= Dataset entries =
════════

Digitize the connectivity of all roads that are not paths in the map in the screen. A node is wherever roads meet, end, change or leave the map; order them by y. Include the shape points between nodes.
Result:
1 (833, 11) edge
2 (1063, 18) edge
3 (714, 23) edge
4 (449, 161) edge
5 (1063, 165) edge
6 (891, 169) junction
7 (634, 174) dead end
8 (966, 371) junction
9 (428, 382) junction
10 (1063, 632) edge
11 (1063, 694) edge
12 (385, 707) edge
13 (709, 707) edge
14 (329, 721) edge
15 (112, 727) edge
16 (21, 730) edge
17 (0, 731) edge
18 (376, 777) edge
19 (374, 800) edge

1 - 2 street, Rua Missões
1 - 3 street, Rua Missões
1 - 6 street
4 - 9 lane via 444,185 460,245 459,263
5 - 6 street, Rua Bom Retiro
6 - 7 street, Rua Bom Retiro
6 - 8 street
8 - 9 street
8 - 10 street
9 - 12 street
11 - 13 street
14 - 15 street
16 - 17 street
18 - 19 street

════════

= EXERCISE =
Each of the records should be retyped exactly.

= OUTPUT =
Digitize the connectivity of all roads that are not paths in the map in the screen. A node is wherever roads meet, end, change or leave the map; order them by y. Include the shape points between nodes.
Result:
1 (833, 11) edge
2 (1063, 18) edge
3 (714, 23) edge
4 (449, 161) edge
5 (1063, 165) edge
6 (891, 169) junction
7 (634, 174) dead end
8 (966, 371) junction
9 (428, 382) junction
10 (1063, 632) edge
11 (1063, 694) edge
12 (385, 707) edge
13 (709, 707) edge
14 (329, 721) edge
15 (112, 727) edge
16 (21, 730) edge
17 (0, 731) edge
18 (376, 777) edge
19 (374, 800) edge

1 - 2 street, Rua Missões
1 - 3 street, Rua Missões
1 - 6 street
4 - 9 lane via 444,185 460,245 459,263
5 - 6 street, Rua Bom Retiro
6 - 7 street, Rua Bom Retiro
6 - 8 street
8 - 9 street
8 - 10 street
9 - 12 street
11 - 13 street
14 - 15 street
16 - 17 street
18 - 19 street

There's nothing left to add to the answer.